Watson basically stopped living and dying with every shot. It was a laughable mindset to have, he now realizes, when people are actually living and dying in real life.
"My dad passed away and I realized that life is too short," he said two weeks ago in Arizona. "What I believe in my life as a Christian, life is too short, golf means absolutely nothing.
"You know, if I win this week, it would be awesome, it would be great, that's what I want to do. But in the whole scheme of things, it means absolutely nothing. If I make a bogey on the first hole and lose the next nine holes and lose my match, it means nothing. It means next week I'm going to try harder.
"So I realized that my life, it revolves around golf, but it's not my life. My tombstone is not going to say how many wins or losses I had. It's going to hopefully say I'm a good person and everybody misses me. But don't tell nobody that, though."
That's typical Watson, bouncing around between serious and comical, the same guy who weeps after wins. He has a raging case of attention-deficit disorder, which has never been clinically diagnosed, but it surely contributes to a persona that occasionally rubs people the wrong way.
He can be aloof. He talks about himself in the third person. He's talks trash with players one moment, then espouses humility the next. He's as nerve-jangling as a quart of cappuccino at times, then steely as an assassin when closing out the win at Torrey.
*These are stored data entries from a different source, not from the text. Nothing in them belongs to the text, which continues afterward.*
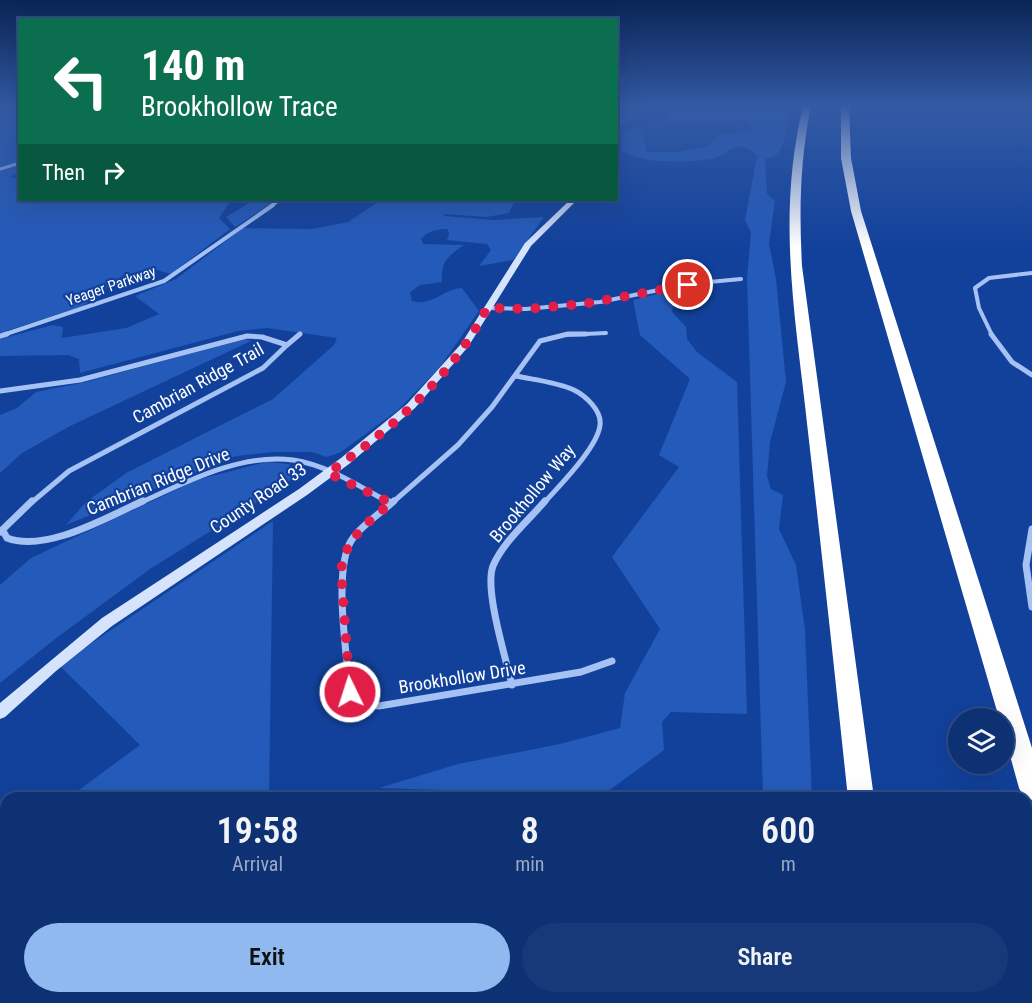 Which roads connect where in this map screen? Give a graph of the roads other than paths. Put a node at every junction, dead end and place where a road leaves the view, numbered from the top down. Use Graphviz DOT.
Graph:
graph roads {
  1 [pos="798,153"];
  2 [pos="846,153"];
  3 [pos="18,164"];
  4 [pos="0,169"];
  5 [pos="279,201"];
  6 [pos="572,201"];
  7 [pos="1032,273"];
  8 [pos="741,279"];
  9 [pos="487,308"];
  10 [pos="606,333"];
  11 [pos="300,334"];
  12 [pos="0,336"];
  13 [pos="287,345"];
  14 [pos="1032,375"];
  15 [pos="516,376"];
  16 [pos="0,392"];
  17 [pos="328,473"];
  18 [pos="391,503"];
  19 [pos="1032,529"];
  20 [pos="1,531"];
  21 [pos="1032,607"];
  22 [pos="612,661"];
  23 [pos="512,685"];
  24 [pos="0,712"];
  25 [pos="1032,788"];
  26 [pos="860,792"];
  1 -- 26 [label="highway"];
  2 -- 25 [label="highway"];
  3 -- 4 [label="street"];
  5 -- 12 [label="street, Yeager Parkway"];
  6 -- 9 [label="street, County Road 33"];
  7 -- 14 [label="street"];
  8 -- 9 [label="street"];
  9 -- 17 [label="street, County Road 33"];
  10 -- 15 [label="street, Brookhollow Drive"];
  11 -- 13 [label="street"];
  13 -- 16 [label="street, Cambrian Ridge Trail"];
  13 -- 20 [label="street, Cambrian Ridge Trail"];
  15 -- 18 [label="street, Brookhollow Drive"];
  15 -- 23 [label="street, Brookhollow Way"];
  17 -- 18 [label="street, Cambrian Ridge Drive"];
  17 -- 20 [label="street, Cambrian Ridge Drive"];
  17 -- 24 [label="street, County Road 33"];
  18 -- 23 [label="street, Brookhollow Drive"];
  19 -- 21 [label="street"];
  22 -- 23 [label="street, Brookhollow Drive"];
} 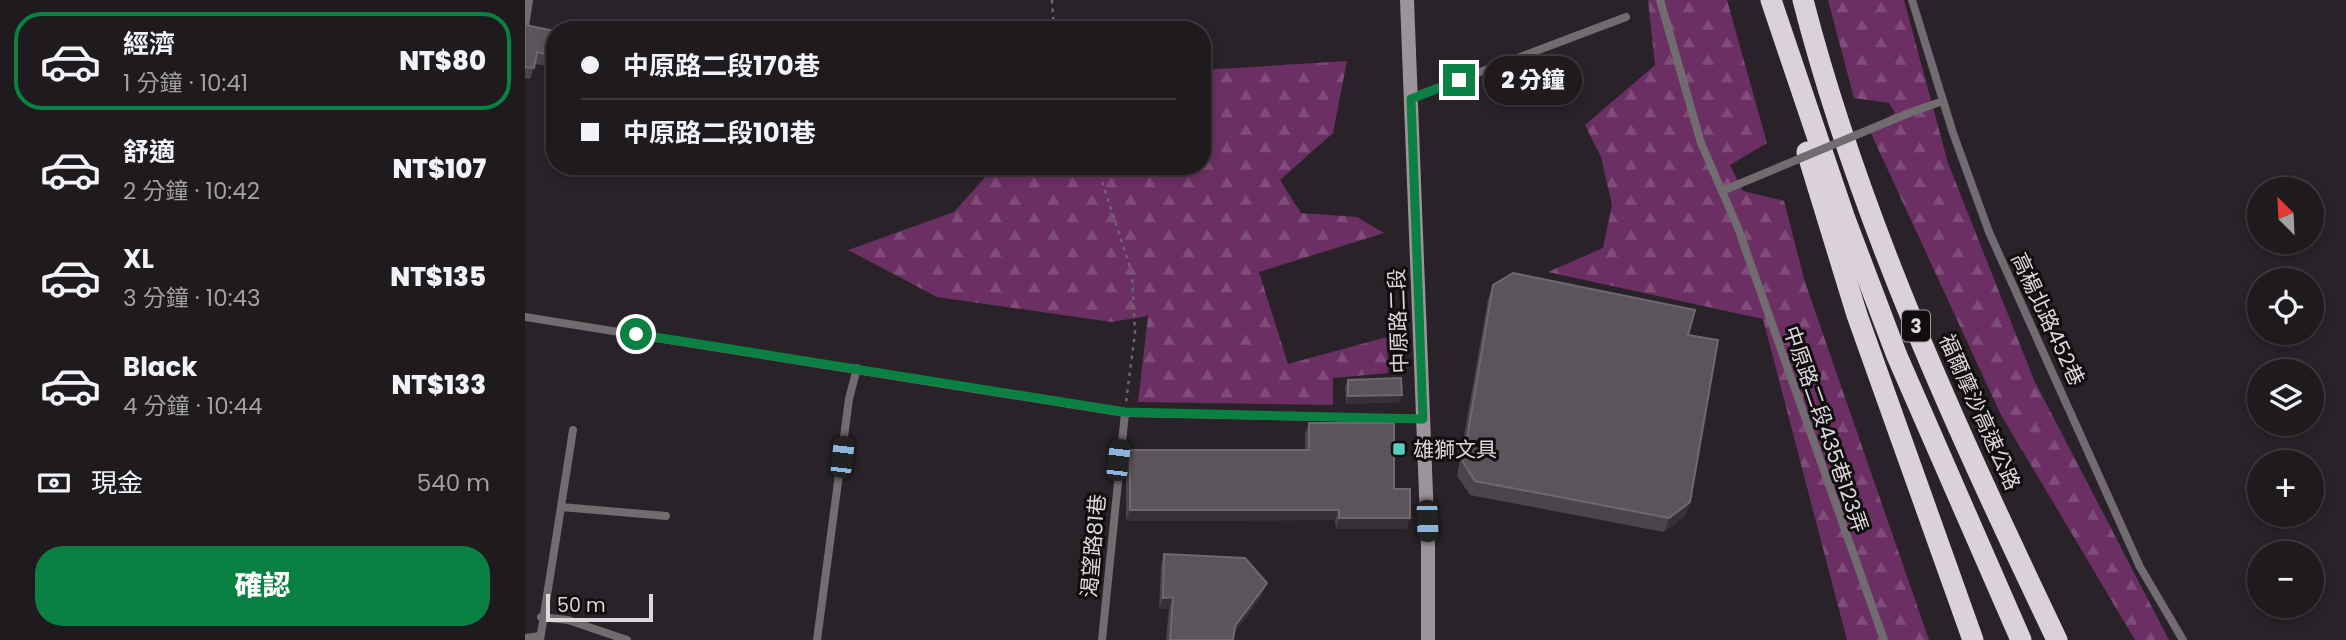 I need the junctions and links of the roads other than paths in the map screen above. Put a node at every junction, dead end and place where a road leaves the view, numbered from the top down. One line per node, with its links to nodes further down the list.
1 (529, 0): 8 (lane)
2 (1407, 0): 9 (street, 中原路二段)
3 (1660, 0): 11 (lane, 中原路二段435巷123弄)
4 (1770, 0): 19 (highway); 31 (highway, 3)
5 (1803, 0): 20 (highway, 福爾摩沙高速公路 / 3)
6 (1912, 0): 10 (lane, 高楊北路452巷)
7 (1626, 17): 9 (lane)
8 (525, 27)
9 (1411, 99): 15 (street, 中原路二段)
10 (1943, 101): 11 (lane, bridge); 34 (lane, 高楊北路452巷)
11 (1722, 191): 28 (lane, 中原路二段435巷123弄)
12 (525, 317): 13 (lane)
13 (857, 368): 14 (lane); 25 (lane)
14 (1125, 412): 15 (lane); 26 (lane, 渴望路81巷)
15 (1423, 419): 27 (street, 中原路二段)
16 (573, 430): 17 (lane)
17 (561, 507): 18 (lane); 21 (lane)
18 (666, 516)
19 (1937, 533): 29 (highway); 30 (highway)
20 (2036, 595): 32 (highway, 福爾摩沙高速公路 / 3); 33 (highway)
21 (541, 617): 23 (lane); 24 (lane)
22 (525, 638): 23 (lane)
23 (540, 638)
24 (627, 640)
25 (817, 640)
26 (1102, 640)
27 (1428, 640)
28 (1884, 640)
29 (1973, 640)
30 (1987, 640)
31 (2021, 640)
32 (2057, 640)
33 (2063, 640)
34 (2183, 640)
And we haven't even begun to discuss this style of play. Watson dials up shots that nobody else can hit, from banana balls with his driver from the fairway at Kapalua to 280-yard 3-iron shots at the Accenture Match Play Championship, where he finished fourth two weeks ago.
Pick your favorite horse as to which American is atop the ladder at the moment, but nobody is more entertaining than Watson, who produces as many power curves, sliders and cutters as MLB's entire spring-training pitching staff, combined. When he's on his game, like over most of the past 10 months or so, it's an electrifying sight to behold.
When he's not, the highs and lows have been minimized.
"Outside the ropes, as soon as I sign the scorecard, I'm the same Bubba from Bagdad," he said of his tiny hometown in the Florida Panhandle. "I love to have fun, love to goof around. I don't worry about what I shot.
"So I've worked hard to try to bring it to the golf course and my caddie has kicked me in the butt a few times to remind me of what I'm supposed to be doing. Golf is the last thing I'm thinking about, we're just thinking about keeping my life in the right direction."
Interesting, that dual direction is pointing straight up the rankings.